_ASSIGNED TASK_: Your response should consist of the full data, set down exactly.
####
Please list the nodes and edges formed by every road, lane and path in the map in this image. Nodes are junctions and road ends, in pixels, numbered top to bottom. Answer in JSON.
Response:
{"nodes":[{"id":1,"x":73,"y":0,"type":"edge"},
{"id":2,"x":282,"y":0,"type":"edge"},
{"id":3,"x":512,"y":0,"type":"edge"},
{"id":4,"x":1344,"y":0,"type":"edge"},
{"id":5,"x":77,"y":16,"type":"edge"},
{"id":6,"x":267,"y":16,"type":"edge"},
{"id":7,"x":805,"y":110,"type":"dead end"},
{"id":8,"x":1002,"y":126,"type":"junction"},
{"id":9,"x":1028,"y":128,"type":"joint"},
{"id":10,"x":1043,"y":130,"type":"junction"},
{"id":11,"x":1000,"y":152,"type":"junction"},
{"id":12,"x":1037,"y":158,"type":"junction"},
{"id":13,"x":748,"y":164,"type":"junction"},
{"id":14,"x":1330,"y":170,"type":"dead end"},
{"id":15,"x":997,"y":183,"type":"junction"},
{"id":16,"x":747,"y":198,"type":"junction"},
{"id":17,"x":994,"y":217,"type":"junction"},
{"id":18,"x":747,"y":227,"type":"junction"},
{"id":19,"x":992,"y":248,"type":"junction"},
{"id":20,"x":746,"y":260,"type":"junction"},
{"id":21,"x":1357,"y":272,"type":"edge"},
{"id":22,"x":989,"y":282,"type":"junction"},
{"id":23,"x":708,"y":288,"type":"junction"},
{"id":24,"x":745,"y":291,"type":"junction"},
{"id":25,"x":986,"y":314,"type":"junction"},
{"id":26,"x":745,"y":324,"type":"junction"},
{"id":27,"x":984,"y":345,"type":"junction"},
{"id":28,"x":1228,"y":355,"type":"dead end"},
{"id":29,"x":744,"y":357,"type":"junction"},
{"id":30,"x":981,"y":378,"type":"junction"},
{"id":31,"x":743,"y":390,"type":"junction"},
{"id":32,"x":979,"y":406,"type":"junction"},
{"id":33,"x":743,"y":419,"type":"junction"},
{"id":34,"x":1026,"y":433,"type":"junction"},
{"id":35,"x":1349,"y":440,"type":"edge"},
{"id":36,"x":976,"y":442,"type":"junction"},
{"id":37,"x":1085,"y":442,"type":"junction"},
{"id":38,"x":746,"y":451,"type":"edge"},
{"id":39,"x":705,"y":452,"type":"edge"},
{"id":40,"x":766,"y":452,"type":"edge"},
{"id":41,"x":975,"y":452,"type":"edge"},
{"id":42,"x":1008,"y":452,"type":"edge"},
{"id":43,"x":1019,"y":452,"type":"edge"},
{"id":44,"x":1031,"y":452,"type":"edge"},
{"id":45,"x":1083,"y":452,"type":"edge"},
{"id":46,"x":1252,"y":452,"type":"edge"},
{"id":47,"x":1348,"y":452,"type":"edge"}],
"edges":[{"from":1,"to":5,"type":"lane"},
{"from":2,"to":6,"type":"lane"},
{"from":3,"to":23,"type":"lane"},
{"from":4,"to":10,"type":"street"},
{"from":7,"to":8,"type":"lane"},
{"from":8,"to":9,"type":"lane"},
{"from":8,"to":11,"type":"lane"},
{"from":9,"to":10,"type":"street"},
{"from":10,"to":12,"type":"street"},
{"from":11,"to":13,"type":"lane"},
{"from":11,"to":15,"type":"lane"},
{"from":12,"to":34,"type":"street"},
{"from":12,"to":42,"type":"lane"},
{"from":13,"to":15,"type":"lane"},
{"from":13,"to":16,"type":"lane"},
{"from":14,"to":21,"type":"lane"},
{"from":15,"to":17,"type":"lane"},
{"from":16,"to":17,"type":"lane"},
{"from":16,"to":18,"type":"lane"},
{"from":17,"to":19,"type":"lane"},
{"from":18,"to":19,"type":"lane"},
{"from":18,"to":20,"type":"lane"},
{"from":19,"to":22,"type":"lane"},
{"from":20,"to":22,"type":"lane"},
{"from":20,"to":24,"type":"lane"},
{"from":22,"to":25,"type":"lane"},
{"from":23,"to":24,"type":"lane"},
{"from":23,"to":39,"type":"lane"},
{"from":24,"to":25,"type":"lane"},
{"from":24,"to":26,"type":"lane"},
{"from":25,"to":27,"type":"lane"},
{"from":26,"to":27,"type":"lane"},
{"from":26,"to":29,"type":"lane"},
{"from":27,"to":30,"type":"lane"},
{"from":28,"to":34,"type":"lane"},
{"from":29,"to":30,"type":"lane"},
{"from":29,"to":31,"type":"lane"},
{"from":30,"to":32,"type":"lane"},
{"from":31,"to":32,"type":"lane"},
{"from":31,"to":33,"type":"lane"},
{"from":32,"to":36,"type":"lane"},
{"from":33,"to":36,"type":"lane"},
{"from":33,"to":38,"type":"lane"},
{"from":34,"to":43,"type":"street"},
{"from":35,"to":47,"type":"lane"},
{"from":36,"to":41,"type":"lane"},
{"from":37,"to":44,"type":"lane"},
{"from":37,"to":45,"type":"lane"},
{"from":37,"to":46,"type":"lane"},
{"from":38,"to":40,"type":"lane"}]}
####
_PROBLEM SOLUTION_:
Please list the nodes and edges formed by every road, lane and path in the map in this image. Nodes are junctions and road ends, in pixels, numbered top to bottom. Answer in JSON.
Response:
{"nodes":[{"id":1,"x":73,"y":0,"type":"edge"},
{"id":2,"x":282,"y":0,"type":"edge"},
{"id":3,"x":512,"y":0,"type":"edge"},
{"id":4,"x":1344,"y":0,"type":"edge"},
{"id":5,"x":77,"y":16,"type":"edge"},
{"id":6,"x":267,"y":16,"type":"edge"},
{"id":7,"x":805,"y":110,"type":"dead end"},
{"id":8,"x":1002,"y":126,"type":"junction"},
{"id":9,"x":1028,"y":128,"type":"joint"},
{"id":10,"x":1043,"y":130,"type":"junction"},
{"id":11,"x":1000,"y":152,"type":"junction"},
{"id":12,"x":1037,"y":158,"type":"junction"},
{"id":13,"x":748,"y":164,"type":"junction"},
{"id":14,"x":1330,"y":170,"type":"dead end"},
{"id":15,"x":997,"y":183,"type":"junction"},
{"id":16,"x":747,"y":198,"type":"junction"},
{"id":17,"x":994,"y":217,"type":"junction"},
{"id":18,"x":747,"y":227,"type":"junction"},
{"id":19,"x":992,"y":248,"type":"junction"},
{"id":20,"x":746,"y":260,"type":"junction"},
{"id":21,"x":1357,"y":272,"type":"edge"},
{"id":22,"x":989,"y":282,"type":"junction"},
{"id":23,"x":708,"y":288,"type":"junction"},
{"id":24,"x":745,"y":291,"type":"junction"},
{"id":25,"x":986,"y":314,"type":"junction"},
{"id":26,"x":745,"y":324,"type":"junction"},
{"id":27,"x":984,"y":345,"type":"junction"},
{"id":28,"x":1228,"y":355,"type":"dead end"},
{"id":29,"x":744,"y":357,"type":"junction"},
{"id":30,"x":981,"y":378,"type":"junction"},
{"id":31,"x":743,"y":390,"type":"junction"},
{"id":32,"x":979,"y":406,"type":"junction"},
{"id":33,"x":743,"y":419,"type":"junction"},
{"id":34,"x":1026,"y":433,"type":"junction"},
{"id":35,"x":1349,"y":440,"type":"edge"},
{"id":36,"x":976,"y":442,"type":"junction"},
{"id":37,"x":1085,"y":442,"type":"junction"},
{"id":38,"x":746,"y":451,"type":"edge"},
{"id":39,"x":705,"y":452,"type":"edge"},
{"id":40,"x":766,"y":452,"type":"edge"},
{"id":41,"x":975,"y":452,"type":"edge"},
{"id":42,"x":1008,"y":452,"type":"edge"},
{"id":43,"x":1019,"y":452,"type":"edge"},
{"id":44,"x":1031,"y":452,"type":"edge"},
{"id":45,"x":1083,"y":452,"type":"edge"},
{"id":46,"x":1252,"y":452,"type":"edge"},
{"id":47,"x":1348,"y":452,"type":"edge"}],
"edges":[{"from":1,"to":5,"type":"lane"},
{"from":2,"to":6,"type":"lane"},
{"from":3,"to":23,"type":"lane"},
{"from":4,"to":10,"type":"street"},
{"from":7,"to":8,"type":"lane"},
{"from":8,"to":9,"type":"lane"},
{"from":8,"to":11,"type":"lane"},
{"from":9,"to":10,"type":"street"},
{"from":10,"to":12,"type":"street"},
{"from":11,"to":13,"type":"lane"},
{"from":11,"to":15,"type":"lane"},
{"from":12,"to":34,"type":"street"},
{"from":12,"to":42,"type":"lane"},
{"from":13,"to":15,"type":"lane"},
{"from":13,"to":16,"type":"lane"},
{"from":14,"to":21,"type":"lane"},
{"from":15,"to":17,"type":"lane"},
{"from":16,"to":17,"type":"lane"},
{"from":16,"to":18,"type":"lane"},
{"from":17,"to":19,"type":"lane"},
{"from":18,"to":19,"type":"lane"},
{"from":18,"to":20,"type":"lane"},
{"from":19,"to":22,"type":"lane"},
{"from":20,"to":22,"type":"lane"},
{"from":20,"to":24,"type":"lane"},
{"from":22,"to":25,"type":"lane"},
{"from":23,"to":24,"type":"lane"},
{"from":23,"to":39,"type":"lane"},
{"from":24,"to":25,"type":"lane"},
{"from":24,"to":26,"type":"lane"},
{"from":25,"to":27,"type":"lane"},
{"from":26,"to":27,"type":"lane"},
{"from":26,"to":29,"type":"lane"},
{"from":27,"to":30,"type":"lane"},
{"from":28,"to":34,"type":"lane"},
{"from":29,"to":30,"type":"lane"},
{"from":29,"to":31,"type":"lane"},
{"from":30,"to":32,"type":"lane"},
{"from":31,"to":32,"type":"lane"},
{"from":31,"to":33,"type":"lane"},
{"from":32,"to":36,"type":"lane"},
{"from":33,"to":36,"type":"lane"},
{"from":33,"to":38,"type":"lane"},
{"from":34,"to":43,"type":"street"},
{"from":35,"to":47,"type":"lane"},
{"from":36,"to":41,"type":"lane"},
{"from":37,"to":44,"type":"lane"},
{"from":37,"to":45,"type":"lane"},
{"from":37,"to":46,"type":"lane"},
{"from":38,"to":40,"type":"lane"}]}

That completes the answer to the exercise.